Por exemplo, é possível definir que um herdeiro fique com um imóvel, outro com quotas de empresa e outro com recursos financeiros.

Sem esse direcionamento, todos os herdeiros acabam sendo coproprietários de tudo, o que exige consenso constante e, não raramente, gera conflitos.

Além disso, o testamento pode conter cláusulas de proteção, como:

  • incomunicabilidade (o bem não se comunica com o cônjuge do herdeiro),
  • impenhorabilidade,
  • inalienabilidade por determinado período.

Tudo isso contribui para preservar o patrimônio e evitar problemas futuros.

 

Inventário: judicial ou extrajudicial?

Após a morte, os bens precisam ser transferidos aos herdeiros por meio do inventário. Esse procedimento pode ser:

  • Judicial: mais demorado, burocrático e caro, geralmente necessário quando há conflito entre herdeiros, herdeiros menores de idade ou ausência de consenso.
  • Extrajudicial (em cartório): muito mais rápido e menos custoso, possível quando todos os herdeiros são maiores, capazes e estão de acordo com a partilha.

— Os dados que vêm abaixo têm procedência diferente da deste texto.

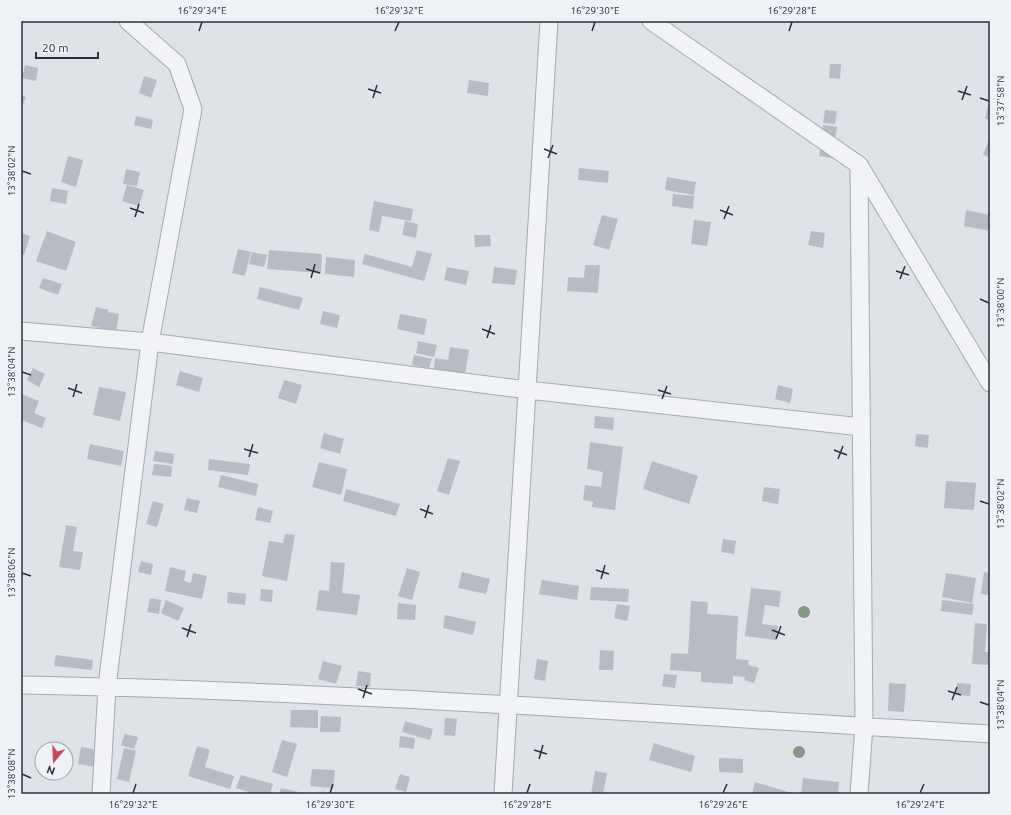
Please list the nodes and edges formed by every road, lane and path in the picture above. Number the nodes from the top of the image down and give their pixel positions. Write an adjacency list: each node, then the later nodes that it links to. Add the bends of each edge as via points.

Um bom planejamento sucessório aumenta significativamente as chances de que o inventário seja feito de forma extrajudicial, poupando tempo, dinheiro e desgaste emocional.

 

Custos e problemas financeiros após a morte

Outro ponto pouco falado é que herdar custa dinheiro: Impostos, taxas, escrituras, registros e honorários precisam ser pagos.

Muitas vezes, os herdeiros não têm recursos imediatos para arcar com essas despesas.

Sem planejamento, isso pode levar à necessidade de um inventário judicial apenas para pedir autorização ao juiz para usar parte da herança para pagar os próprios custos do processo.

Soluções como previdência privada direcionada a herdeiros ou organização prévia dos bens podem evitar esse tipo de dificuldade.

 

Planejar é também um gesto de cuidado com a família

Além das questões jurídicas e financeiras, o planejamento sucessório tem um aspecto humano muito relevante.

O falecimento de um familiar já é, por si só, um momento de dor.

Deixar para que os herdeiros decidam tudo nesse momento delicado pode gerar conflitos irreparáveis.

Quando a vontade está clara e bem formalizada, o processo tende a ser mais tranquilo, respeitoso e justo.

 

Conclusão

Planejar a herança e fazer um testamento não é sinal de pessimismo, mas de responsabilidade e cuidado. É uma forma de proteger quem fica, preservar o patrimônio construído ao longo da vida e evitar conflitos familiares que poderiam ser facilmente prevenidos.

Deixar tudo organizado é, em última análise, um último ato de amor e zelo pela família.